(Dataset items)
____________
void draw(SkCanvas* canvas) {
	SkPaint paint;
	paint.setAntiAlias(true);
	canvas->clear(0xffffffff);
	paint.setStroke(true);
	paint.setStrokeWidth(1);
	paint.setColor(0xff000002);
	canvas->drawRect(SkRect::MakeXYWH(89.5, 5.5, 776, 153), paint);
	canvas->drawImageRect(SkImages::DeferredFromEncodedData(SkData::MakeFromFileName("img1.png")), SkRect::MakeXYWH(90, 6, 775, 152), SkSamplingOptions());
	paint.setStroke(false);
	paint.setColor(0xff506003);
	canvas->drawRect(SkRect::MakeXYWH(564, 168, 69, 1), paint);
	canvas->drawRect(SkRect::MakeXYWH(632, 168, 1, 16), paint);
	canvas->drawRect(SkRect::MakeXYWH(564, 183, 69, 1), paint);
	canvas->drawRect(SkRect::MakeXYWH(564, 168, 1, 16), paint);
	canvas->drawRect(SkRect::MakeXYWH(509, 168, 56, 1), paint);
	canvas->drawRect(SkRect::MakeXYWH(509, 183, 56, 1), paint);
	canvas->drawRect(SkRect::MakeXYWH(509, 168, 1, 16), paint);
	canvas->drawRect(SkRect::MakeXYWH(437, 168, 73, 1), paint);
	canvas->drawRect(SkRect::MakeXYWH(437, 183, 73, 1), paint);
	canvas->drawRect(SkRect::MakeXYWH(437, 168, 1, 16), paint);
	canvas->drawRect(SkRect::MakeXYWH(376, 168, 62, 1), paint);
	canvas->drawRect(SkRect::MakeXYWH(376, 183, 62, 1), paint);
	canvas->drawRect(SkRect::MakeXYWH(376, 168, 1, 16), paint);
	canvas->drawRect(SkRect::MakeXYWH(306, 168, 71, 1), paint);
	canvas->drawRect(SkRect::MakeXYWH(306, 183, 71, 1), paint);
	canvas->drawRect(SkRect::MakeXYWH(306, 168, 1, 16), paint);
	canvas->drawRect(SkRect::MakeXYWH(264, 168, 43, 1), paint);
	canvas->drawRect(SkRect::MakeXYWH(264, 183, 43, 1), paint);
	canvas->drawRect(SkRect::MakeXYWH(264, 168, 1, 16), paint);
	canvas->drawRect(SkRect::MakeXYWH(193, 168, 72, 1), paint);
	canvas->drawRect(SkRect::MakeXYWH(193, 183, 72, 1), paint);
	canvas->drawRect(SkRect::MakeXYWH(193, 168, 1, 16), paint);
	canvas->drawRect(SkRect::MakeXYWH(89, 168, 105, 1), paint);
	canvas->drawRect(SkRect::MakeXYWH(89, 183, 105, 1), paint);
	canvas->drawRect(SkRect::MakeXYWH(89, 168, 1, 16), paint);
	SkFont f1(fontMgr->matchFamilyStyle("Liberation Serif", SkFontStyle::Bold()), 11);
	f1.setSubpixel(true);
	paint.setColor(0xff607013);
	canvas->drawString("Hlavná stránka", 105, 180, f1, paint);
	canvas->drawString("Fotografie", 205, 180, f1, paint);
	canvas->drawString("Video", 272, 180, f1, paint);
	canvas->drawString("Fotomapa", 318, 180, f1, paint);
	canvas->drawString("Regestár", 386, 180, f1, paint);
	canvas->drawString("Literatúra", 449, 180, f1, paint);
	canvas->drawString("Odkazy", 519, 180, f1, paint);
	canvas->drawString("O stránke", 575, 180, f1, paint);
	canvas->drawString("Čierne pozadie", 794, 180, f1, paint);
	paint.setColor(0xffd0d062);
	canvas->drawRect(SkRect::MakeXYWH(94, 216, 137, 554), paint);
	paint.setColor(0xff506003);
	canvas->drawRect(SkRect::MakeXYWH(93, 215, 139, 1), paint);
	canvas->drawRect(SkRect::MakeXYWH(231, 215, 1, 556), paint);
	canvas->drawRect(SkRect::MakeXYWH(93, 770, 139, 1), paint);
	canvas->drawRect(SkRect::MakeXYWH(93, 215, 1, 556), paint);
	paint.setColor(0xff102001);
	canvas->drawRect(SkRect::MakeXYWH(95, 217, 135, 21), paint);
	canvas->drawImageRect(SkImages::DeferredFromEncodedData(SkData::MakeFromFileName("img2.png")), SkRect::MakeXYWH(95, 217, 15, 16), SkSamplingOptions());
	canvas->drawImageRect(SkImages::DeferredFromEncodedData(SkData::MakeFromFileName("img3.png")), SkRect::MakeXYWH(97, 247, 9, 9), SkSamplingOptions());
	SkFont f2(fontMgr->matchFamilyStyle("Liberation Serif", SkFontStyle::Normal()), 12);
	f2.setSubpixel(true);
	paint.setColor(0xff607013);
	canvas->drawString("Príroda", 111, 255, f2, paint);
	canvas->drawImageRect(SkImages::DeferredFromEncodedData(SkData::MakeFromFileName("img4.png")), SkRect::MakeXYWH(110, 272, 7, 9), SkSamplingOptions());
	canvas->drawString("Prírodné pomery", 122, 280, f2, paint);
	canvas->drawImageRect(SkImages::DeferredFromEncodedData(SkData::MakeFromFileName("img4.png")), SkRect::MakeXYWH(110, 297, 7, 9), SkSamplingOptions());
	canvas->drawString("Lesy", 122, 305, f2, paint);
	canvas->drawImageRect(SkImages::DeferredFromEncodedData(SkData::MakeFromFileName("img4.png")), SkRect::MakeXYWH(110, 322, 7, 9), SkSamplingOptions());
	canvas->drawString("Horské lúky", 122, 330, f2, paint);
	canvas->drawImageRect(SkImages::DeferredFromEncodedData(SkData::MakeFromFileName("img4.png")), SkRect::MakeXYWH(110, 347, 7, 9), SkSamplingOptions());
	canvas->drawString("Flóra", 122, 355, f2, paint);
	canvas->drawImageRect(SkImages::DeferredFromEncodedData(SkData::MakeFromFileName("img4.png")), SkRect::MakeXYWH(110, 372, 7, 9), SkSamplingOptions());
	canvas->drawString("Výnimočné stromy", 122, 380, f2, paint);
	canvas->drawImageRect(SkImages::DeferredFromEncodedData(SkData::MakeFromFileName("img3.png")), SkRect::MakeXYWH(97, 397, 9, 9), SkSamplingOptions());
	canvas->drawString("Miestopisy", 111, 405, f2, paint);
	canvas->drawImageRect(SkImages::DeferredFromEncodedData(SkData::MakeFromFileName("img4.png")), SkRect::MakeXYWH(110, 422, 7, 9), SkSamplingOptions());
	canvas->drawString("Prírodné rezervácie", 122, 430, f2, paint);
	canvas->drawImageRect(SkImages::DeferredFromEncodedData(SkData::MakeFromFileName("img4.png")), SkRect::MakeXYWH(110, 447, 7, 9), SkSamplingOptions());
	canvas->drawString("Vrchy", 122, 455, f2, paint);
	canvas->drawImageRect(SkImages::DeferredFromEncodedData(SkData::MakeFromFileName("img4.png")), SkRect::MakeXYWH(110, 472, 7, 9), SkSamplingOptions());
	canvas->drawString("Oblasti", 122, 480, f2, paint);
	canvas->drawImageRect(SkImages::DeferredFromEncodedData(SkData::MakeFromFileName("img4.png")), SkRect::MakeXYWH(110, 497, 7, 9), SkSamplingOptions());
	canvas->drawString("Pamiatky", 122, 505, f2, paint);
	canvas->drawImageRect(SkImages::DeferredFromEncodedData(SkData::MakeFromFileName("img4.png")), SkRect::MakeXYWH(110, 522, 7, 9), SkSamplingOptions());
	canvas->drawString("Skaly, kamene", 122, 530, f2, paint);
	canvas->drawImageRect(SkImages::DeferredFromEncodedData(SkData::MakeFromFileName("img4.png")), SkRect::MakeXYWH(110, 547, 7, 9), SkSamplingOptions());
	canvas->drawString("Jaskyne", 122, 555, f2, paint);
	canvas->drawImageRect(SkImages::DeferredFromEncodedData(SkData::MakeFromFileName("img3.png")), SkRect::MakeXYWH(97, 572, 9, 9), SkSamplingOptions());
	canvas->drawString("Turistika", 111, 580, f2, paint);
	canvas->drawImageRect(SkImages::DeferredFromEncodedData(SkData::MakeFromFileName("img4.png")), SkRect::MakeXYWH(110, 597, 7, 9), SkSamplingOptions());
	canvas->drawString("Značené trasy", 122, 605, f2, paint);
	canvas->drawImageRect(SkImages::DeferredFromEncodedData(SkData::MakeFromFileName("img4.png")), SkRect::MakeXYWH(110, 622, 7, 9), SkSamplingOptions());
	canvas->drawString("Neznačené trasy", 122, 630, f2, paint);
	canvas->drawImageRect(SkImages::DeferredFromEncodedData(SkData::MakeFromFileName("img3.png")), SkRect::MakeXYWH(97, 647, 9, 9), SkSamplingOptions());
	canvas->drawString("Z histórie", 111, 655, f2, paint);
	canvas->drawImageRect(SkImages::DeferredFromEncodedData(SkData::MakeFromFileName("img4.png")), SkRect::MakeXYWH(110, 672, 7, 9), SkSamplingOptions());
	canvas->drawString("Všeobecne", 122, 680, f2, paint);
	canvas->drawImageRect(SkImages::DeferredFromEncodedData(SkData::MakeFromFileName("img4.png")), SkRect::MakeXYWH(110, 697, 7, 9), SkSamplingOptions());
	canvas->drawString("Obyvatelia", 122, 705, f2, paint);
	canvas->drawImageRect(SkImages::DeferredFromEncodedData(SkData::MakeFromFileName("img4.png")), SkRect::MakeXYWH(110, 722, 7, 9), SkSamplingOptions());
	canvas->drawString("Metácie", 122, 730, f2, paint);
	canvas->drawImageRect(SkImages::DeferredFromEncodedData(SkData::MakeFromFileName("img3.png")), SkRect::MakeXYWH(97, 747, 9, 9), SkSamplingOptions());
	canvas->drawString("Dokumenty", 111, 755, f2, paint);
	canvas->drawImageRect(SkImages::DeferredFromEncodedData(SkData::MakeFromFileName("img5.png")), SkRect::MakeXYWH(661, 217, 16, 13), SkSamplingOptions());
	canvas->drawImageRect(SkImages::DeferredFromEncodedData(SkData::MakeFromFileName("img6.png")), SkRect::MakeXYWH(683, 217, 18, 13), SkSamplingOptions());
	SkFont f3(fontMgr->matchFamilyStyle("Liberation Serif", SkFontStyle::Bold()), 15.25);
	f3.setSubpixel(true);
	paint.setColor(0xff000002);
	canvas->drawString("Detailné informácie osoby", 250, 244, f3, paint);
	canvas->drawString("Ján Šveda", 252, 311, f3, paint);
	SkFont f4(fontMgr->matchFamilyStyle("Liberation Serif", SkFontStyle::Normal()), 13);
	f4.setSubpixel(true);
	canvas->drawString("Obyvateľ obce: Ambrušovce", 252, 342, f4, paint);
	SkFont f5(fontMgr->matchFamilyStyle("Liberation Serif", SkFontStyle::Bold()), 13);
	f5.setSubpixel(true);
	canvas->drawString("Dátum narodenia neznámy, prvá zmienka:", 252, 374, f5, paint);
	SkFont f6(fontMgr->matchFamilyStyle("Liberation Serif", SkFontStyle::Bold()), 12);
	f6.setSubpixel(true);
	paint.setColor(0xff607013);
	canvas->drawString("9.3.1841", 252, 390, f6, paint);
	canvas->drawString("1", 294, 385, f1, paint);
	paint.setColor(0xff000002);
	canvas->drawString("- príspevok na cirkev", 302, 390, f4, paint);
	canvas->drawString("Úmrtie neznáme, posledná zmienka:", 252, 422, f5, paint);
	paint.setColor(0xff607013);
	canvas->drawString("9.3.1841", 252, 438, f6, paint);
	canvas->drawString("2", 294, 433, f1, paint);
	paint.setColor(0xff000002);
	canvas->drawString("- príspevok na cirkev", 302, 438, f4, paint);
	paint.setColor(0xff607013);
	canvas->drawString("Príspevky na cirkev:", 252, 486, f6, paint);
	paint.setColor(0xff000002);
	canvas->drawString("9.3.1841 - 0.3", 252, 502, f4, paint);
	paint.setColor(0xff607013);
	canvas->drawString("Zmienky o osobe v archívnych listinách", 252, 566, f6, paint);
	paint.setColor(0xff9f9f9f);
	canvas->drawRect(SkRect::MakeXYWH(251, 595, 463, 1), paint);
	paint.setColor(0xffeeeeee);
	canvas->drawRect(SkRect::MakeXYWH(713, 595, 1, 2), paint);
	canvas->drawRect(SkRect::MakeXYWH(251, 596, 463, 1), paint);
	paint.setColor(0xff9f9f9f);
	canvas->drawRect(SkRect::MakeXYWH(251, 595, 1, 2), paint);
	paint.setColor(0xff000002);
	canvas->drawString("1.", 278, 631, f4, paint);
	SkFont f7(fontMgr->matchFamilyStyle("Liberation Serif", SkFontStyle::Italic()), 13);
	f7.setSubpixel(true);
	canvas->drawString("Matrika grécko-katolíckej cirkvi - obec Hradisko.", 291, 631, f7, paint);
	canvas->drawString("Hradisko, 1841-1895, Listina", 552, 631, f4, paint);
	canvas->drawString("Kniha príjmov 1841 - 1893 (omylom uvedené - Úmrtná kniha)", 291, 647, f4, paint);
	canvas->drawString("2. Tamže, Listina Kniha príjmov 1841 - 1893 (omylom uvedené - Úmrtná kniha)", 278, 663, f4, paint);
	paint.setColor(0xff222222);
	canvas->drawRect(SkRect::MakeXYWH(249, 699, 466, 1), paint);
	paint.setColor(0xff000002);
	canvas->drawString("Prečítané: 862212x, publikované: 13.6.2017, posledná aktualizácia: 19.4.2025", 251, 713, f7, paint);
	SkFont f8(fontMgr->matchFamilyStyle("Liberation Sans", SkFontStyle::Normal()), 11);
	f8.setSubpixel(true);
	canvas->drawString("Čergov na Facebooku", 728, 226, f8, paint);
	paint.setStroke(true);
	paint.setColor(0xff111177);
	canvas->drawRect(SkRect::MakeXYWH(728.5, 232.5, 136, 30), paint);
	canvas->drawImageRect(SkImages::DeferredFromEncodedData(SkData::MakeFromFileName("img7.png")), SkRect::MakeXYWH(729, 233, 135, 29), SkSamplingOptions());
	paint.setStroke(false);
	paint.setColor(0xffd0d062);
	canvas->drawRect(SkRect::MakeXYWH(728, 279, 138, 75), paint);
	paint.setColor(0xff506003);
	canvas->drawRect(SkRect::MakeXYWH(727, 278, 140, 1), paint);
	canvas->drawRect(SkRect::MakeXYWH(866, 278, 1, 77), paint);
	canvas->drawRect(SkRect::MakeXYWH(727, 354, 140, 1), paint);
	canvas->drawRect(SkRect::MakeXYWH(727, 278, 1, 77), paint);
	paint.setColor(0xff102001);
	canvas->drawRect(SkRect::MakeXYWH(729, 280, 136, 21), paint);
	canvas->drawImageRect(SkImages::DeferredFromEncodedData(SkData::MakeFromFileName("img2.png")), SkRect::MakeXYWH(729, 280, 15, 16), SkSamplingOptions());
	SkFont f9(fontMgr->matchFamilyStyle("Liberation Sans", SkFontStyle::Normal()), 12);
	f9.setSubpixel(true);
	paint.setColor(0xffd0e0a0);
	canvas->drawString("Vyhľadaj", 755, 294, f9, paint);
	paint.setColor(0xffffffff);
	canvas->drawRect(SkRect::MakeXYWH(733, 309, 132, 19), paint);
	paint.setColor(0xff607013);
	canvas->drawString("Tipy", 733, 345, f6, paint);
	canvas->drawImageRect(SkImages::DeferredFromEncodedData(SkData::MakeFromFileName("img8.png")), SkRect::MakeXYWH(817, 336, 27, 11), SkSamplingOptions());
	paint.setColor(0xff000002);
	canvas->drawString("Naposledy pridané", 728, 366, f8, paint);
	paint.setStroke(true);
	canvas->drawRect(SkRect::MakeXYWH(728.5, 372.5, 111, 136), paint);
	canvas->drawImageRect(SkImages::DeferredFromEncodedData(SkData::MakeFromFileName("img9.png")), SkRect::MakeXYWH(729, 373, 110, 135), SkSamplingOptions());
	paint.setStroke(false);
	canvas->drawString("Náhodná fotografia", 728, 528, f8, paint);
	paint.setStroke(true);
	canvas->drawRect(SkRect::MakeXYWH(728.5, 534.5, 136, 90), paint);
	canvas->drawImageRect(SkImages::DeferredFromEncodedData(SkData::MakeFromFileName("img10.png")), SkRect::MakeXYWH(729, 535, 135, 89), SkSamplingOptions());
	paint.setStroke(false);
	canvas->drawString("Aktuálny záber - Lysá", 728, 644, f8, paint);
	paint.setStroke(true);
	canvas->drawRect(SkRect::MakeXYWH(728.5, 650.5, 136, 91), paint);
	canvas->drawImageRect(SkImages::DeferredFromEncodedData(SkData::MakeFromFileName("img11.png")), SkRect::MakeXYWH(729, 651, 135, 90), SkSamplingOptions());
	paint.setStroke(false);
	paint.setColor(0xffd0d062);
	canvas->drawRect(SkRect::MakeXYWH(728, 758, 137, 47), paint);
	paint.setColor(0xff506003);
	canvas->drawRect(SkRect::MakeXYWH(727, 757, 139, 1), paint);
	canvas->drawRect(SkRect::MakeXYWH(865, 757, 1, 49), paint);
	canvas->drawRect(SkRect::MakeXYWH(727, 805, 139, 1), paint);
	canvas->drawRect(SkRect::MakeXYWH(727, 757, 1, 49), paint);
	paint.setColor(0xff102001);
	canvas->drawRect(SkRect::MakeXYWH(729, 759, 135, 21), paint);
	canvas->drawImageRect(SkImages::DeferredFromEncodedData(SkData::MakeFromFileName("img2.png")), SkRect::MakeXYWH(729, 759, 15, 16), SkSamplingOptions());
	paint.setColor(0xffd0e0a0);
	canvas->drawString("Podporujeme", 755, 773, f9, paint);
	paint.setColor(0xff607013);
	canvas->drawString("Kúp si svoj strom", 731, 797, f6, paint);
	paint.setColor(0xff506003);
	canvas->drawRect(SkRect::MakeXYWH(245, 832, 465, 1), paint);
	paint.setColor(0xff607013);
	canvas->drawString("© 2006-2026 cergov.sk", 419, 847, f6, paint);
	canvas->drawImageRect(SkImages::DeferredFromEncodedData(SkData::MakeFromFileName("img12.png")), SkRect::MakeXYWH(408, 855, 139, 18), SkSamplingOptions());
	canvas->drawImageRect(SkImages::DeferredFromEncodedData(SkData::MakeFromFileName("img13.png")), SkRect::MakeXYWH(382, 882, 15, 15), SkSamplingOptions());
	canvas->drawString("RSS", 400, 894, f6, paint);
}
____________
What this task involves: Both the line containing "405, f2, paint);" and the line containing "547, 7, 9), SkSamplingOptions());" belong in the answer. Print them and every line above that falls between them exactly, and no others.

Solution:
	canvas->drawString("Miestopisy", 111, 405, f2, paint);
	canvas->drawImageRect(SkImages::DeferredFromEncodedData(SkData::MakeFromFileName("img4.png")), SkRect::MakeXYWH(110, 422, 7, 9), SkSamplingOptions());
	canvas->drawString("Prírodné rezervácie", 122, 430, f2, paint);
	canvas->drawImageRect(SkImages::DeferredFromEncodedData(SkData::MakeFromFileName("img4.png")), SkRect::MakeXYWH(110, 447, 7, 9), SkSamplingOptions());
	canvas->drawString("Vrchy", 122, 455, f2, paint);
	canvas->drawImageRect(SkImages::DeferredFromEncodedData(SkData::MakeFromFileName("img4.png")), SkRect::MakeXYWH(110, 472, 7, 9), SkSamplingOptions());
	canvas->drawString("Oblasti", 122, 480, f2, paint);
	canvas->drawImageRect(SkImages::DeferredFromEncodedData(SkData::MakeFromFileName("img4.png")), SkRect::MakeXYWH(110, 497, 7, 9), SkSamplingOptions());
	canvas->drawString("Pamiatky", 122, 505, f2, paint);
	canvas->drawImageRect(SkImages::DeferredFromEncodedData(SkData::MakeFromFileName("img4.png")), SkRect::MakeXYWH(110, 522, 7, 9), SkSamplingOptions());
	canvas->drawString("Skaly, kamene", 122, 530, f2, paint);
	canvas->drawImageRect(SkImages::DeferredFromEncodedData(SkData::MakeFromFileName("img4.png")), SkRect::MakeXYWH(110, 547, 7, 9), SkSamplingOptions());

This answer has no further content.